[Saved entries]
▶

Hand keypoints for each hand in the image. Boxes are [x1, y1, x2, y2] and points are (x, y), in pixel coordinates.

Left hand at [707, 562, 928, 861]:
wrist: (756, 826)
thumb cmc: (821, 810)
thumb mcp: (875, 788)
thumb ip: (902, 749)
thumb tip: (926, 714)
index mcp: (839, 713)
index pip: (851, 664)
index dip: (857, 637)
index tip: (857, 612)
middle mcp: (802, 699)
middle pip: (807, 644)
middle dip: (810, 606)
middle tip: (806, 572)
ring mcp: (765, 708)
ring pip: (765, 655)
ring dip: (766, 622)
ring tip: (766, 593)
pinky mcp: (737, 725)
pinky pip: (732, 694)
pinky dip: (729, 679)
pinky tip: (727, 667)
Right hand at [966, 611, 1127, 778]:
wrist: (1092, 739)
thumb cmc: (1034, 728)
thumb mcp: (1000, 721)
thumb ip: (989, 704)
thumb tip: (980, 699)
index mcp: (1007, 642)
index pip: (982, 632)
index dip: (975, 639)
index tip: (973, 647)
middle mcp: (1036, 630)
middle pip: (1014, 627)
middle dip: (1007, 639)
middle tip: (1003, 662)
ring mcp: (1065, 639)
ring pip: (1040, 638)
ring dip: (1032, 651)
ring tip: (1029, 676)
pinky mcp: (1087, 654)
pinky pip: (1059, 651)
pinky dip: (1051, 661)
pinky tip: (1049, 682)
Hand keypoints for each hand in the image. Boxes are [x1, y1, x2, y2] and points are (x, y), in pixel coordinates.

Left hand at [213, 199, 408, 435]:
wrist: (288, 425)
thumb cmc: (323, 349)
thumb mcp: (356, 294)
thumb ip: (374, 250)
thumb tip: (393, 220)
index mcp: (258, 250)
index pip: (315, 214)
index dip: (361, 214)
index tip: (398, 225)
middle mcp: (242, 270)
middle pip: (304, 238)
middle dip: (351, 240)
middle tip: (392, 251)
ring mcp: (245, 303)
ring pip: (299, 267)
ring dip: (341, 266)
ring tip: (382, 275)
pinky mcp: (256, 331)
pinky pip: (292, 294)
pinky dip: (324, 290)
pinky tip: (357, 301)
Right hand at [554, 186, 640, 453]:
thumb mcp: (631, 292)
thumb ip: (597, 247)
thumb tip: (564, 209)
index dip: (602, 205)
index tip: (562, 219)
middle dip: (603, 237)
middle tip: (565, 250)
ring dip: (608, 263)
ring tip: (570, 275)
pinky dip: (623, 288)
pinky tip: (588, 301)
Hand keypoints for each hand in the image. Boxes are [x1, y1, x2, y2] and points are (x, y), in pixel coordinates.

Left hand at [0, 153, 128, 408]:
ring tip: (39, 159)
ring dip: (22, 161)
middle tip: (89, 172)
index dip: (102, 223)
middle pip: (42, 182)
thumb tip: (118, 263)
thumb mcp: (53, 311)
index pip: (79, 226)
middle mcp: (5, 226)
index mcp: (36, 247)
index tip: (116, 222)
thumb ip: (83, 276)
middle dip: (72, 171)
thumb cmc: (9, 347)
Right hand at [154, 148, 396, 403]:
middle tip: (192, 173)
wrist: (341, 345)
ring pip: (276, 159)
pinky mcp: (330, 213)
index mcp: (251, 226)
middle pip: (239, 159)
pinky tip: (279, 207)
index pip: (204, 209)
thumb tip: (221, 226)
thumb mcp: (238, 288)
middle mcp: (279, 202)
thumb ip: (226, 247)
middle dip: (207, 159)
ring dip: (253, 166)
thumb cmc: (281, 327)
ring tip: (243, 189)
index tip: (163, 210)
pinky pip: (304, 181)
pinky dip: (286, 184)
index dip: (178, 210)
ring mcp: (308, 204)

◀

## EXERCISE AIM
An exact transcription of all the entries is needed.

## OUTPUT OF THE EXERCISE
Hand keypoints for each hand in the image. Boxes are [x1, y1, x2, y2] and points are (x, y), in pixel coordinates.

Left hand at [707, 562, 928, 861]:
wrist: (756, 826)
thumb cmc: (821, 810)
thumb mcp: (875, 788)
thumb ip: (902, 749)
thumb tip: (926, 714)
index mcp: (839, 713)
index pip: (851, 664)
index dip: (857, 637)
index tip: (857, 612)
middle mcp: (802, 699)
middle pip: (807, 644)
middle dip: (810, 606)
middle tip: (806, 572)
ring mcp: (765, 708)
ring pip: (765, 655)
ring dip: (766, 622)
ring tip: (766, 593)
pinky mcp: (737, 725)
pinky pip: (732, 694)
pinky dip: (729, 679)
pinky tip: (727, 667)
Right hand at [966, 611, 1127, 778]:
wrist: (1092, 739)
thumb cmc: (1034, 728)
thumb mcp: (1000, 721)
thumb ip: (989, 704)
thumb tip: (980, 699)
index mcp: (1007, 642)
index pip: (982, 632)
index dip: (975, 639)
index tip: (973, 647)
middle mcp: (1036, 630)
middle pip: (1014, 627)
middle dip: (1007, 639)
middle tip: (1003, 662)
ring mcp: (1065, 639)
ring pip: (1040, 638)
ring dip: (1032, 651)
ring tip: (1029, 676)
pinky mcp: (1087, 654)
pinky pip: (1059, 651)
pinky dip: (1051, 661)
pinky tip: (1049, 682)
Hand keypoints for each hand in the image. Boxes are [x1, y1, x2, y2] and points are (x, y), in pixel coordinates.

Left hand at [213, 199, 408, 435]:
wrist: (288, 425)
thumb cmc: (323, 349)
thumb mcp: (356, 294)
thumb ip: (374, 250)
thumb tip: (393, 220)
index mcp: (258, 250)
index pip: (315, 214)
index dip: (361, 214)
index tip: (398, 225)
middle mcp: (242, 270)
middle pip: (304, 238)
middle dip: (351, 240)
middle tip: (392, 251)
ring mcp: (245, 303)
ring pip: (299, 267)
ring dip: (341, 266)
ring tip: (382, 275)
pinky mcp: (256, 331)
pinky pip: (292, 294)
pinky dip: (324, 290)
pinky tip: (357, 301)
Right hand at [554, 186, 640, 453]:
thumb mcp: (631, 292)
thumb ip: (597, 247)
thumb tip: (564, 209)
index dip: (602, 205)
index tip: (562, 219)
middle dip: (603, 237)
middle tip: (565, 250)
ring dip: (608, 263)
ring tip: (570, 275)
pinky dip: (623, 288)
pinky tip: (588, 301)
Hand keypoints for each hand in the image. Boxes are [x1, y1, x2, y2] and points are (x, y), in pixel coordinates.

Left hand at [0, 153, 128, 408]:
ring tip: (39, 159)
ring dip: (22, 161)
middle tip: (89, 172)
index dip: (102, 223)
middle pip: (42, 182)
thumb tip: (118, 263)
thumb mcp: (53, 311)
index pip: (79, 226)
middle mcp: (5, 226)
index mcp: (36, 247)
index tip: (116, 222)
thumb ip: (83, 276)
middle dip: (72, 171)
thumb cmc: (9, 347)
Right hand at [154, 148, 396, 403]:
middle tip: (192, 173)
wrist: (341, 345)
ring pip: (276, 159)
pinky mcp: (330, 213)
index mcp: (251, 226)
middle pip: (239, 159)
pinky tip: (279, 207)
index pip: (204, 209)
thumb tip: (221, 226)
thumb mcp: (238, 288)
middle mcp: (279, 202)
thumb ip: (226, 247)
middle dip: (207, 159)
ring dip: (253, 166)
thumb cmc: (281, 327)
ring tip: (243, 189)
index tip: (163, 210)
pinky pip: (304, 181)
pinky dip: (286, 184)
index dip: (178, 210)
ring mcp: (308, 204)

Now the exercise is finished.